Nowadays, the number of safe havens to hide the corruptors ill-gotten wealth is decrease, it means a bad news for them. Bacause Safe havens are now turning unsafe. In spite of the growth in technology and services, whereby money can be sent instantly invested through shell companies in some locations, monitoring of such activities is becoming more and more important A few years back there was little monitoring of financial transactions within countries. Cooperation between countries in tracing and forfeiting stolen assets was also rare. But now every financial transaction above a certain amount is reported by the banks to their national Financial Intelligence Units (FIUs). In Indonesia, Financial Intelligence Units (FIUs) is usually called PPATK (Pusat Pelaporan Dan Analisis Transaksi Keuangan). PPATK (Pusat Pelaporan Dan Analisis Transaksi Keuangan) is being supplied with the important information by all banks in the country. Countries are now also collecting a lot of information through law enforcement cooperation with each other as well as through Interpol. Every FIUs in different country have their own cooperation and share information with another country. Historic safe havens like Switzerland are now seriously monitoring wealth being deposited in their country. In the past few years they have returned close to US$1.6 billion to countries that had lost those assets through corruption. There is now international pressure on established safe havens to be more transparent in their functioning. Bank secrecy and privacy behind which all kinds of illegal wealth was being laundered are now being increasingly challenged. Recently the United Nations Office on Drugs and Crime and the World Bank launched a Stolen Assets Recovery initiative (StAR) to help nations recover assets stolen by their nationals and deposited abroad. For stolen assets to be returned through a criminal prosecution, countries have to go through a process of mutual legal assistance (MLA), asking for help from the receiving country.

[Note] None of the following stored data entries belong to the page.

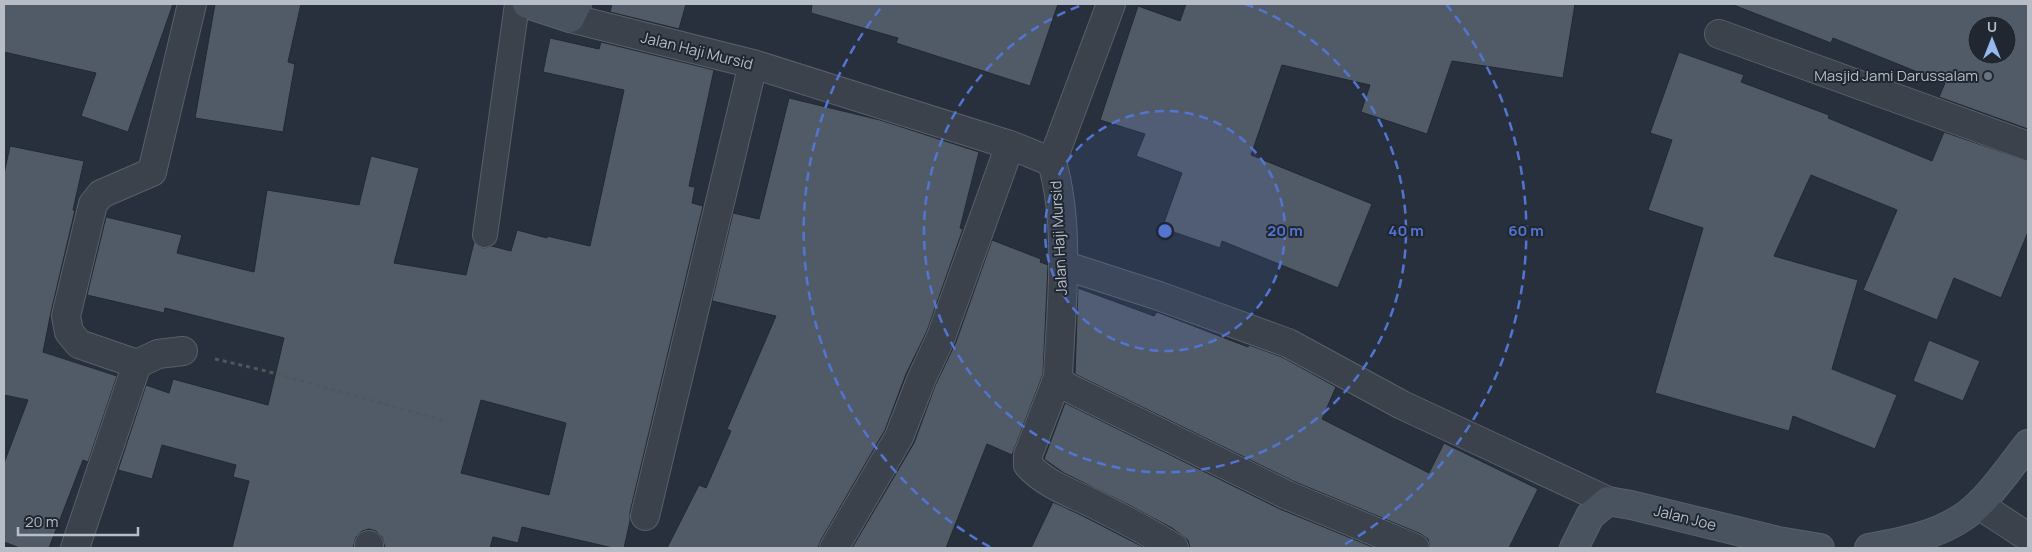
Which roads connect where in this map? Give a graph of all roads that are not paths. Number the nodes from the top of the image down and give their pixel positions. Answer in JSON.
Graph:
{"nodes":[{"id":1,"x":192,"y":4,"type":"edge"},
{"id":2,"x":517,"y":4,"type":"edge"},
{"id":3,"x":527,"y":4,"type":"edge"},
{"id":4,"x":1111,"y":4,"type":"edge"},
{"id":5,"x":574,"y":11,"type":"edge"},
{"id":6,"x":1719,"y":34,"type":"dead end"},
{"id":7,"x":753,"y":64,"type":"junction"},
{"id":8,"x":1010,"y":145,"type":"junction"},
{"id":9,"x":2028,"y":146,"type":"edge"},
{"id":10,"x":1052,"y":162,"type":"junction"},
{"id":11,"x":485,"y":235,"type":"dead end"},
{"id":12,"x":1063,"y":265,"type":"junction"},
{"id":13,"x":183,"y":352,"type":"road end"},
{"id":14,"x":137,"y":364,"type":"junction"},
{"id":15,"x":1058,"y":377,"type":"junction"},
{"id":16,"x":2028,"y":444,"type":"edge"},
{"id":17,"x":1608,"y":501,"type":"junction"},
{"id":18,"x":1979,"y":505,"type":"junction"},
{"id":19,"x":645,"y":516,"type":"dead end"},
{"id":20,"x":2028,"y":537,"type":"edge"},
{"id":21,"x":75,"y":548,"type":"edge"},
{"id":22,"x":834,"y":548,"type":"edge"},
{"id":23,"x":1174,"y":548,"type":"edge"},
{"id":24,"x":1415,"y":548,"type":"edge"},
{"id":25,"x":1574,"y":548,"type":"edge"},
{"id":26,"x":1820,"y":548,"type":"edge"},
{"id":27,"x":1869,"y":548,"type":"edge"}],
"edges":[{"from":1,"to":14,"type":"street"},
{"from":2,"to":11,"type":"lane"},
{"from":3,"to":5,"type":"street","name":"Jalan Haji Mursid"},
{"from":4,"to":10,"type":"street"},
{"from":5,"to":7,"type":"street","name":"Jalan Haji Mursid"},
{"from":6,"to":9,"type":"street"},
{"from":7,"to":8,"type":"street","name":"Jalan Haji Mursid"},
{"from":7,"to":19,"type":"street"},
{"from":8,"to":10,"type":"street","name":"Jalan Haji Mursid"},
{"from":8,"to":22,"type":"street"},
{"from":10,"to":12,"type":"street","name":"Jalan Haji Mursid"},
{"from":12,"to":15,"type":"street","name":"Jalan Haji Mursid"},
{"from":12,"to":17,"type":"street"},
{"from":13,"to":14,"type":"street"},
{"from":14,"to":21,"type":"street"},
{"from":15,"to":23,"type":"street","name":"Jalan Haji Mursid"},
{"from":15,"to":24,"type":"street"},
{"from":16,"to":18,"type":"street"},
{"from":17,"to":25,"type":"street"},
{"from":17,"to":26,"type":"street","name":"Jalan Joe"},
{"from":18,"to":20,"type":"street"},
{"from":18,"to":27,"type":"street"}]}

Indonesia is one of the pilot countries under the StAR initiative. The government of Indonesia has shown determination to recover assets that have been siphoned out of the country in the past, assets belonging to the people of the country and which must rightfully come back to them. But this is not going to be either easy or quick. It will require a highly professional team of investigators to work with patience backed by solid political support. And many strategy will employed by the government country to get back the asset that lost by corruptors. With that new law, it very hard for corruptor and big criminals to do the criminals thing.